There, balanced on a fence post, was an engraved silver lighter.





35


EIGHT YEARS AGO


MOM AND PATIENCE both emerged from their rooms to make dinner. They ate together, the four of them. Nobody argued. Nobody stormed away. Nobody mentioned school.

And nobody asked Sorrow how she had spent her day.

It was there on the tip of her tongue, every time Mom and Patience fell silent. She nearly blurted it out half a dozen times, but each time the urge grew smaller, the words withering away, until finally she was determined to say nothing at all. Mom was out of her room and talking, Patience wasn’t picking fights or bringing up things she shouldn’t, and Sorrow wasn’t going to be the one to change all that. She wasn’t going to let Cassie Abrams ruin everything.

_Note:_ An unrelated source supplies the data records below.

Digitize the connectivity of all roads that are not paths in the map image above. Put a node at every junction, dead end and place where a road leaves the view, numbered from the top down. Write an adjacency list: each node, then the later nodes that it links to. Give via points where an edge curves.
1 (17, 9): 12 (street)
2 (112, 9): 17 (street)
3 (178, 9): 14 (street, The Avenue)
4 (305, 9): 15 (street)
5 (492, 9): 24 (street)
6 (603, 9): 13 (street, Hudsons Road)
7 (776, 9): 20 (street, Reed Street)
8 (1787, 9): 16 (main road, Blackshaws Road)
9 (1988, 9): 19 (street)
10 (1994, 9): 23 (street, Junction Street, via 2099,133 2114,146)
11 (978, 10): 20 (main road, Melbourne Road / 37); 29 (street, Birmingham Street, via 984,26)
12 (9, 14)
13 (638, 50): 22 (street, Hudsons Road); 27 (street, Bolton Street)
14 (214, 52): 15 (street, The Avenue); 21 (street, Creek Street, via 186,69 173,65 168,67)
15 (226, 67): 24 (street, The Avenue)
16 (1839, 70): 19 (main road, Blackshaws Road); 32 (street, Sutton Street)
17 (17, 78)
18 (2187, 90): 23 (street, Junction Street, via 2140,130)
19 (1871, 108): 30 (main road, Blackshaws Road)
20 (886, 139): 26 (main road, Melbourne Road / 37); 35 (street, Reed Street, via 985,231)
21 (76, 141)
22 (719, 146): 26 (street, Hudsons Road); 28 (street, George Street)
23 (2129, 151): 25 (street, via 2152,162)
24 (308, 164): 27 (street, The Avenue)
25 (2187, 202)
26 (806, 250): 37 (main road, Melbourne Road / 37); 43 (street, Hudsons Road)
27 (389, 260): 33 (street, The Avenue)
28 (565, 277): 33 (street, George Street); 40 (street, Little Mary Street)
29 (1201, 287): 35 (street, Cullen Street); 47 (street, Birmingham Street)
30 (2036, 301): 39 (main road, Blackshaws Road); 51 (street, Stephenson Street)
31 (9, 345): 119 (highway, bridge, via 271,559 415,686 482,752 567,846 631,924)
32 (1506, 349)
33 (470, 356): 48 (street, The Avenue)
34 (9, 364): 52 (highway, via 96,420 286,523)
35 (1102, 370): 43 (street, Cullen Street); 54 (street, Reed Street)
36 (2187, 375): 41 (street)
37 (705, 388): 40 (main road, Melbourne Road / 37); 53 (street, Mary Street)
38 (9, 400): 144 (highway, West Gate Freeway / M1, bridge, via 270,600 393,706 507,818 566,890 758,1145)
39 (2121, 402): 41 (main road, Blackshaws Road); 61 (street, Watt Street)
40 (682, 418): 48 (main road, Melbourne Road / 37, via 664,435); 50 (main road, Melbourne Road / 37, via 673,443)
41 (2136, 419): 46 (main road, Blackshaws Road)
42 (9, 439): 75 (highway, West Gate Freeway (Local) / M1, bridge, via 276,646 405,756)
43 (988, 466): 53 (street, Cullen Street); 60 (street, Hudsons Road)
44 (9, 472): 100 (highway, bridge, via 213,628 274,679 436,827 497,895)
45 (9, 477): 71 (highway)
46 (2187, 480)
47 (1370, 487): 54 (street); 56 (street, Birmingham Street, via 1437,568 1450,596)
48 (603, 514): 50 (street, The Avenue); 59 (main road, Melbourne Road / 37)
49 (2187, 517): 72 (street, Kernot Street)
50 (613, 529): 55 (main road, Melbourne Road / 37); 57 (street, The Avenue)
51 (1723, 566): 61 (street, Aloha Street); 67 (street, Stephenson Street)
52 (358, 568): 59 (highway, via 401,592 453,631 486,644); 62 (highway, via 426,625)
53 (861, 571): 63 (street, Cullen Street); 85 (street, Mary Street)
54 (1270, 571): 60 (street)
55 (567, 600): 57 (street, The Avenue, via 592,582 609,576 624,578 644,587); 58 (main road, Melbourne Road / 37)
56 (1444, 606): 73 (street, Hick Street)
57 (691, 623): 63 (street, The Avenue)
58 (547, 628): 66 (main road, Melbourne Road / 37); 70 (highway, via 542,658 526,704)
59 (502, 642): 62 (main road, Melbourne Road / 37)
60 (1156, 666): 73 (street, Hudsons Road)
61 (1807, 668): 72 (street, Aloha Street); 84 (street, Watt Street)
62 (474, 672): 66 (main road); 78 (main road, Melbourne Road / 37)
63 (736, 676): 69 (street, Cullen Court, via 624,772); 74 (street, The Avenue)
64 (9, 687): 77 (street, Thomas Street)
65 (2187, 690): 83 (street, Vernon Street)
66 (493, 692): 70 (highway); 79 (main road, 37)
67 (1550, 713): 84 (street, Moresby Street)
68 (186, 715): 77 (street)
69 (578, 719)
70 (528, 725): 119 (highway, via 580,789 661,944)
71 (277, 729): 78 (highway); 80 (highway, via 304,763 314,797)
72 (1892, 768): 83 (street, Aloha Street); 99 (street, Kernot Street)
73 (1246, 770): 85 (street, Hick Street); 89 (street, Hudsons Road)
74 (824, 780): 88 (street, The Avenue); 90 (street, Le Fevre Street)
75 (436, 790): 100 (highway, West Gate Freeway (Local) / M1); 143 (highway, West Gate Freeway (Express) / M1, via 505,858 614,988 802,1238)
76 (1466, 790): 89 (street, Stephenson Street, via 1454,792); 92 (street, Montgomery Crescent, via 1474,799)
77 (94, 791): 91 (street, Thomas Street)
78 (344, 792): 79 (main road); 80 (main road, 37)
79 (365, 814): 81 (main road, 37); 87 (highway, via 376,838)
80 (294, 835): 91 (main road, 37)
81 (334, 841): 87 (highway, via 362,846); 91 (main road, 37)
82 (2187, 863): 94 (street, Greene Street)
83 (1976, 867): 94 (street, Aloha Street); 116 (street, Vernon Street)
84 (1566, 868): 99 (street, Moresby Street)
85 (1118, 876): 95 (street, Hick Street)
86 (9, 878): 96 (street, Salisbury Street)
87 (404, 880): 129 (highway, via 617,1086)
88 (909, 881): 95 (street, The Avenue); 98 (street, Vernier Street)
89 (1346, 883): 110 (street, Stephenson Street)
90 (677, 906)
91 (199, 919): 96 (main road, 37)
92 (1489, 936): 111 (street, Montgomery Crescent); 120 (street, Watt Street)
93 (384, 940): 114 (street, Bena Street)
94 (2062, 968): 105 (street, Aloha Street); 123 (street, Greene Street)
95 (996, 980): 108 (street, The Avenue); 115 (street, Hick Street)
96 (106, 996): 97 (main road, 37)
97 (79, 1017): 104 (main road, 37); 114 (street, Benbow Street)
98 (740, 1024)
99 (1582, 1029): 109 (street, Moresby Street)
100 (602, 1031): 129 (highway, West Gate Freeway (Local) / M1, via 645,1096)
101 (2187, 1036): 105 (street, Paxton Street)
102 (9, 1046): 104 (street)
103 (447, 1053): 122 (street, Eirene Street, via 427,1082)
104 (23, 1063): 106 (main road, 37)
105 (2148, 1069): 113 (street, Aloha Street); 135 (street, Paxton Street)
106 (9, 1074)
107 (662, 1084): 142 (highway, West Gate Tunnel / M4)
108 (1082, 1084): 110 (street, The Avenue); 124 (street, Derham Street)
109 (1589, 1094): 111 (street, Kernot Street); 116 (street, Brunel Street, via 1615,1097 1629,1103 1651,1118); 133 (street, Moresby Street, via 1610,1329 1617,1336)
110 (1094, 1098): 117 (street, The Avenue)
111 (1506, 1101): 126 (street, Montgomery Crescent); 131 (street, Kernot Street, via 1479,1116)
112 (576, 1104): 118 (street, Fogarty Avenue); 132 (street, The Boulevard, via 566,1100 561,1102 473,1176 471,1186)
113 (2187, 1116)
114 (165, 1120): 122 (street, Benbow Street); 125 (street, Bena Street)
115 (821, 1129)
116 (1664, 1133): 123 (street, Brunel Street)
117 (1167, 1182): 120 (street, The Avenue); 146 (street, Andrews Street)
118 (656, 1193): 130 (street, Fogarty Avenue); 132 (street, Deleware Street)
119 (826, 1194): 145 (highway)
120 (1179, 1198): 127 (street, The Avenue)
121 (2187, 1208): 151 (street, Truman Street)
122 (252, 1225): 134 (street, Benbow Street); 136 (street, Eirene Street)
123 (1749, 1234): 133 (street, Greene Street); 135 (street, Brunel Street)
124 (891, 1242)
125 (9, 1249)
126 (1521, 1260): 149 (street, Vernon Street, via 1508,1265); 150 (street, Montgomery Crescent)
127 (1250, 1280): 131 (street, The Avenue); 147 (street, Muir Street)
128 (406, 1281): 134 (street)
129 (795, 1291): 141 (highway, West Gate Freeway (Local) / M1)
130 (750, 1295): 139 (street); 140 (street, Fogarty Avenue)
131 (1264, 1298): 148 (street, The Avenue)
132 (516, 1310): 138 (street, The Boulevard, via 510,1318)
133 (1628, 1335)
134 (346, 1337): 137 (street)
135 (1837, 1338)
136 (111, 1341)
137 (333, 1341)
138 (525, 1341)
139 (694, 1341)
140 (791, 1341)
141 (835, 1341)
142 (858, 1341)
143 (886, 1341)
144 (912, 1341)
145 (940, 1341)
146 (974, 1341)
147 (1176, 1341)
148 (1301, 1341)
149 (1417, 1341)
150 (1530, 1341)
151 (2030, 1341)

When it was time for bed, Mom came to tuck Sorrow in. She smoothed Sorrow’s hair back from her forehead and said, “I know it’s not easy being stuck inside all day. Why don’t we do something fun tomorrow?”

Let’s do something fun, Cassie had said. Sorrow shivered, tried to hide it, but Mom saw anyway.

“Do you need another blanket?” she asked.

“No,” Sorrow said. She hadn’t felt warm all evening, not even during dinner when she had been sitting right next to the woodstove, but she didn’t want Mom to worry. “I’m fine.”

Mom kissed her forehead. “You’re always fine. It’s like having another little grandmother in the house.”

Sorrow wrinkled up her nose, because that was what she was supposed to do, and she was rewarded with a smile from Mom.

“How about we bake some cupcakes?” Mom said.

“It’s nobody’s birthday,” Sorrow pointed out.

“We’ll call them it’s-still-winter-and-we’re-sick-of-it cupcakes,” Mom said. “They’ll be better than birthday cupcakes.”

Sorrow wanted to believe it. She wanted to trust the smile on Mom’s lips, the easy way she talked about baking without needing a reason to celebrate. But she kept hearing the sound of doors slamming in her mind. Mom’s, Patience’s, the cider house’s, one after another, each one adding to the nervous tremble in her chest. She wanted to ask Mom to promise, but she didn’t ask for promises anymore. Asking only made Mom cry.